Friday, May 25, 2012

Film Review: Le Quattro Volte (2010)

Here's the plot: an old goatherd living in rural Calabria dies and his spirit/soul/essence passes through a goat, a tree, and ends up as charcoal. Oh, and there's no dialogue. There's ambient sound, some barely audible background chatter, but no conversation. Clearly, this film isn't meant to appeal to the average filmgoer. This is an art film with a capital WTF? The film begins by following a decrepit goatherd in his daily routine. We see him take his goats to pasture, bring them back to the scruffy, hilltop village he lives in, and then go to bed in his spartan house. Just before bed each night he drinks a folk remedy of what looks suspiciously like ash. He dies and a baby goat is born. We follow its brief life until it dies under a tall pine, which is then cut down and brought to the village as part of a festival. After the festival the tree is sold to some charcoal makers and we watch the process of turning wood into charcoal. Finally, the charcoal is taken to the village and sold as cooking fuel. The end.

The Circle of Life plot isn't what's remarkable about this film. There have been meditative, non-narrative arthouse films before this one. What sets this film apart is the sheer brilliance of its cinematography. Even though there is no dialogue or obvious story to hold our interest, the images in the film have their own stories to tell that completely capture our attention. And, in their own way, the images create a dialogue by asking us to figure out what's going on. The cinematographer is Paolo Benvenuti, who does an amazing job of framing shots and using locations that hold our attention all on their own. Every shot is rich in detail and information, as well as often being beautiful or striking. The plot description makes this film sound like a bit of snooze. How compelling is it watching an old man, goats, and charcoal production?
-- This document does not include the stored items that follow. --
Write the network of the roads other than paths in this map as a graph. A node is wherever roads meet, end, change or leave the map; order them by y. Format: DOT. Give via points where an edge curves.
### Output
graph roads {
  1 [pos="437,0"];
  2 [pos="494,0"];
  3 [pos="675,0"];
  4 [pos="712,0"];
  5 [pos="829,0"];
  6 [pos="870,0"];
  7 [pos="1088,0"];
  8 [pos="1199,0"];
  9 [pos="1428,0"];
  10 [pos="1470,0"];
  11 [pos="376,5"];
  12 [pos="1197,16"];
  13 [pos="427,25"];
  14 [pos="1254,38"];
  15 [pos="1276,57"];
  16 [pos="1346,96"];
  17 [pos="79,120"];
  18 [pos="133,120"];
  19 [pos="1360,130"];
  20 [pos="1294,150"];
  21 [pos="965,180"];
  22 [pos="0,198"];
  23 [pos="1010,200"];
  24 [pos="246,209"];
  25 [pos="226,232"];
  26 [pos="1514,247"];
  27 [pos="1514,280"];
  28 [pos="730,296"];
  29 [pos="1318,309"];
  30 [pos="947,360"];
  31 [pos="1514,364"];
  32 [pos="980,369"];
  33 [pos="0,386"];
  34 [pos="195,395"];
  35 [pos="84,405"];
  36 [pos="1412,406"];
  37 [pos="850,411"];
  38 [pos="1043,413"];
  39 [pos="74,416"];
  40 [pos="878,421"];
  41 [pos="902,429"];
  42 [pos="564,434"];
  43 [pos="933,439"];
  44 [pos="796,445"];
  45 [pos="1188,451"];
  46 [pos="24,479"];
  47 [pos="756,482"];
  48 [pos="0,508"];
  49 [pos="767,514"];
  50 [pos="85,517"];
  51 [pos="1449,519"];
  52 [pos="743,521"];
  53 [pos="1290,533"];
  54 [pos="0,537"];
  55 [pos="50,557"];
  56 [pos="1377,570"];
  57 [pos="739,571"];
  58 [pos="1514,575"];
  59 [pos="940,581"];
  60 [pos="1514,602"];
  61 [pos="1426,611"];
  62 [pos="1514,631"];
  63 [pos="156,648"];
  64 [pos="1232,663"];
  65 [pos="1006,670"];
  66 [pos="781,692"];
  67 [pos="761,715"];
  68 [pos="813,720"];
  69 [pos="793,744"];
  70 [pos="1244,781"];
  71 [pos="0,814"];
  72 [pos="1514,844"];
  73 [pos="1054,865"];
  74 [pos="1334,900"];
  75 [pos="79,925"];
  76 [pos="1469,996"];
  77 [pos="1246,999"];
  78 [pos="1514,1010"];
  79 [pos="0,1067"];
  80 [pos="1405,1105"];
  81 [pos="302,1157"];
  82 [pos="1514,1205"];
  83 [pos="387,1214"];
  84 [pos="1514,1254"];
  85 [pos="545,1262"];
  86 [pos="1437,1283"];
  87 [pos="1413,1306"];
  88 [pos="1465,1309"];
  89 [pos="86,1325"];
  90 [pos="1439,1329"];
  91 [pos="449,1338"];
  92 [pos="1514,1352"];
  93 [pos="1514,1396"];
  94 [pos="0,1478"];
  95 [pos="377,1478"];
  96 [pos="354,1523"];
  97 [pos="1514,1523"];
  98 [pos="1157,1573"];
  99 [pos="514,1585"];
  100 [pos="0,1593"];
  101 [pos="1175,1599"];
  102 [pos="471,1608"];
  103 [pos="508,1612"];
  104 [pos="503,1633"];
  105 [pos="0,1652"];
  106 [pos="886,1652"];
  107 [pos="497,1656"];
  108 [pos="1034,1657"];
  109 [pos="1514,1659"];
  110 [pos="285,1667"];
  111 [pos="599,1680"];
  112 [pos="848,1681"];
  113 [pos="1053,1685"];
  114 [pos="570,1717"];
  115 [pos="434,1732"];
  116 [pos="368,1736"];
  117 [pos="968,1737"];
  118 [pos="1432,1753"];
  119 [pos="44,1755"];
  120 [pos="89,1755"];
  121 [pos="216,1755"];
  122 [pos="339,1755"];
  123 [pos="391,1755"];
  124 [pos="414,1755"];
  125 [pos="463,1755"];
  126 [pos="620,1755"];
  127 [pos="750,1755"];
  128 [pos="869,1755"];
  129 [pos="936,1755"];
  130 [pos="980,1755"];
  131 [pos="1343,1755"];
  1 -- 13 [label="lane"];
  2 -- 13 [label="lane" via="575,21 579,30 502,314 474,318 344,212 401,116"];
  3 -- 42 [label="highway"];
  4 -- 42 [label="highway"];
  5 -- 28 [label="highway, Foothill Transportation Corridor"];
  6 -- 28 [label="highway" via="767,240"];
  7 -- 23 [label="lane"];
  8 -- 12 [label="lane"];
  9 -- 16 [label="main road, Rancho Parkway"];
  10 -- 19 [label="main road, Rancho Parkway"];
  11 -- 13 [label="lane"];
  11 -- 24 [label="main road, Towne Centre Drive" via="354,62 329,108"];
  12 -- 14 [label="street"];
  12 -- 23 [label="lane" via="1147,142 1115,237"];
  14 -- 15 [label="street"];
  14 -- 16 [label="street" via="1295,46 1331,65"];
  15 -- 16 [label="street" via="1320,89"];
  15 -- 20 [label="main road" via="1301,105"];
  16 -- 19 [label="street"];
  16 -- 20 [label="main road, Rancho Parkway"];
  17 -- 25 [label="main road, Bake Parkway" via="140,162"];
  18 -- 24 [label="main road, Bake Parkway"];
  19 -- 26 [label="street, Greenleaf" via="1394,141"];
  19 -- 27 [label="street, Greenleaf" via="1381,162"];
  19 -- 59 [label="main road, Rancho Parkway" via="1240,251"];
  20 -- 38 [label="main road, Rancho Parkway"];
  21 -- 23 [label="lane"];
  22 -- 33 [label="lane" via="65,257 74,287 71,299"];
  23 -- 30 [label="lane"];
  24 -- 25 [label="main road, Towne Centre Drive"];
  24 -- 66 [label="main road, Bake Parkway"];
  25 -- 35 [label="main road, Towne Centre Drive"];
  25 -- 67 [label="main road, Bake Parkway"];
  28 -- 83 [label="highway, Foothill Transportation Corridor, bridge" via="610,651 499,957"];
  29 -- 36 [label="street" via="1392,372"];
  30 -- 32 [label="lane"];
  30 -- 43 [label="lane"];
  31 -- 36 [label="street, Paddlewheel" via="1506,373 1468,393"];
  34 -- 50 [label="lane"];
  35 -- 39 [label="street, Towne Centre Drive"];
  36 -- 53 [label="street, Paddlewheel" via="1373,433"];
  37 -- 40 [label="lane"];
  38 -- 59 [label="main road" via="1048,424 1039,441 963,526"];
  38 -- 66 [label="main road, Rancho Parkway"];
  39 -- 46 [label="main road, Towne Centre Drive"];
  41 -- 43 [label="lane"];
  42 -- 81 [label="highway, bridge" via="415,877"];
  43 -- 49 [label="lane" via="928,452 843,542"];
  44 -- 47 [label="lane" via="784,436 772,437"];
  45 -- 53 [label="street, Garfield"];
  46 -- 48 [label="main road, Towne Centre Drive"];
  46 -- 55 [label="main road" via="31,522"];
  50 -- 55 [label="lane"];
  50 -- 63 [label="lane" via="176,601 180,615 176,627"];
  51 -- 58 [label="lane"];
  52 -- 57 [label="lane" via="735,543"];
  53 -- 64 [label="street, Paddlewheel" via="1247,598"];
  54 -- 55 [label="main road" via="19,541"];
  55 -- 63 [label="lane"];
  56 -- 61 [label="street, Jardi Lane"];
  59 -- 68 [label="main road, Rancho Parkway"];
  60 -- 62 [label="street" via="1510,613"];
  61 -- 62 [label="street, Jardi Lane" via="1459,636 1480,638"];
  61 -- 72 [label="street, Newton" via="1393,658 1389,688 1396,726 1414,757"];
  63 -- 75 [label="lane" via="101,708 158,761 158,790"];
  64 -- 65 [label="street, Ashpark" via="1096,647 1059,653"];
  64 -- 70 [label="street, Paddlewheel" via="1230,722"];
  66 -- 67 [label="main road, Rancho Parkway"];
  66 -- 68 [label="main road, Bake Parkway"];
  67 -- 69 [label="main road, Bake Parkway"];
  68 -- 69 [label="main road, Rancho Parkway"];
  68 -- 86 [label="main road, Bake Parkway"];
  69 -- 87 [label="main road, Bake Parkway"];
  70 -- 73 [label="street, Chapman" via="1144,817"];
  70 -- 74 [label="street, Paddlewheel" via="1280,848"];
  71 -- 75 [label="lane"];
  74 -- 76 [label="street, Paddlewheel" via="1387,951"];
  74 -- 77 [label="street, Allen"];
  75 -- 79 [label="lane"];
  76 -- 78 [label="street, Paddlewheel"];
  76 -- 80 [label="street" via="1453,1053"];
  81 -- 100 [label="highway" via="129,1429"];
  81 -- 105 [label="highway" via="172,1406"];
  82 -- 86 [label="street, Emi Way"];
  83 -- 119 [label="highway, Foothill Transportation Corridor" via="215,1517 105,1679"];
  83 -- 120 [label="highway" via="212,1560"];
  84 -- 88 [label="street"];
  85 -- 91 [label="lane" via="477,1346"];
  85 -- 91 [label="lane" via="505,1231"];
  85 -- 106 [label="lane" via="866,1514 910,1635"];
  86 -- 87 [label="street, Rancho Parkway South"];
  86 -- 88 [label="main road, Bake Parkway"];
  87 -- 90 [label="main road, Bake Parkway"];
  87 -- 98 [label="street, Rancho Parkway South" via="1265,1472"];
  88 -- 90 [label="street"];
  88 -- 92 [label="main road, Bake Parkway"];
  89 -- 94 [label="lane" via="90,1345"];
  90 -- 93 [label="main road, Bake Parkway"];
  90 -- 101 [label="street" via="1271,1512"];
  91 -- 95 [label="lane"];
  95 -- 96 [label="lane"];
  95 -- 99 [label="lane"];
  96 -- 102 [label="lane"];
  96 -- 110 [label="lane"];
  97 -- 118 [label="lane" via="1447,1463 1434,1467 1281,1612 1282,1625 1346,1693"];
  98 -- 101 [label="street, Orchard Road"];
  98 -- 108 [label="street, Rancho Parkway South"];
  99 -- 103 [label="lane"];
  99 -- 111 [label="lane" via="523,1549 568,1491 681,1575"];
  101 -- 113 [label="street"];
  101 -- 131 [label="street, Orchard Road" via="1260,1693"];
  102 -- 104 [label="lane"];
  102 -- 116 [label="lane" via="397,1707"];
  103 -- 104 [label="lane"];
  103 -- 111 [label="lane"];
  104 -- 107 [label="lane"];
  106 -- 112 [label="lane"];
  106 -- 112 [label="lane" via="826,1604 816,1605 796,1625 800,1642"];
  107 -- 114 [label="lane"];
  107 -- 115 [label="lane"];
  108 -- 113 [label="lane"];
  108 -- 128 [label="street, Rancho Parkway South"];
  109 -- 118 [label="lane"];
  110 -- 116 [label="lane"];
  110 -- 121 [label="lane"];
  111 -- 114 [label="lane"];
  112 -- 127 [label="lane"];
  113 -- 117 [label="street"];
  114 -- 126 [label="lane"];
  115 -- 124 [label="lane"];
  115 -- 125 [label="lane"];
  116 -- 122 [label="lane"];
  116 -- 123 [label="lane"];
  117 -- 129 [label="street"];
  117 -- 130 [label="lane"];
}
In fact, everything we see in the film has moments of drama, comedy, and pathos, only it's all told to us visually.

For comparison's sake I'd recommend a viewing of War Horse (my review here) before seeing Le Quattro Volte. War Horse is a master class in bad cinematography, and by "bad" I don't mean out of focus or any other kind of technical error. War Horse confuses prettiness with great cinematography, and it uses every cheap and expensive trick to achieve its chocolate box beauty: lens filters are used to create more magical cloudscapes, exteriors are only filmed during the golden hours of the day, only the most eye-catching locations are used, and every object within the frame, from actors to tea cups, has been vetted for attractiveness. It's cinematography by way of the Neiman-Marcus catalogue.

Le Quattro Volte does not do pretty. The village that the story takes places in sits in a dramatic, picturesque location, but the village itself is unkempt and ramshackle. The citizens of the town are clearly real people, not one of them looking remotely like a model or actor. The exterior shots are taken at all times of the day, and there are no obvious attempts to juice the look of the film through lighting or filters. The cinematographer has simply worked hard to find the best shot composition for each location. One technique he uses that makes most every shot come alive is to put vanishing points, sometines more than one, into many of the shots. A lot of this film takes place outdoors, and Benvenuti uses roads, lanes and alleyways to create vanishing points that draw us into the images and hold us there. The most masterful sequence in the film is shot in a single take, the camera positioned high above a goat pen located on the edge of the village. The scene involves a frisky dog, an Easter procession and a delivery truck, and it's an amazing combination of choreography and cinematography.

A dialogue-free film about death and resurrection clearly doesn't have mass appeal, but it's gripping from start to finish, it looks fantastic, and if your main objection to foreign films is the annoyance of reading sub-titles, no worries.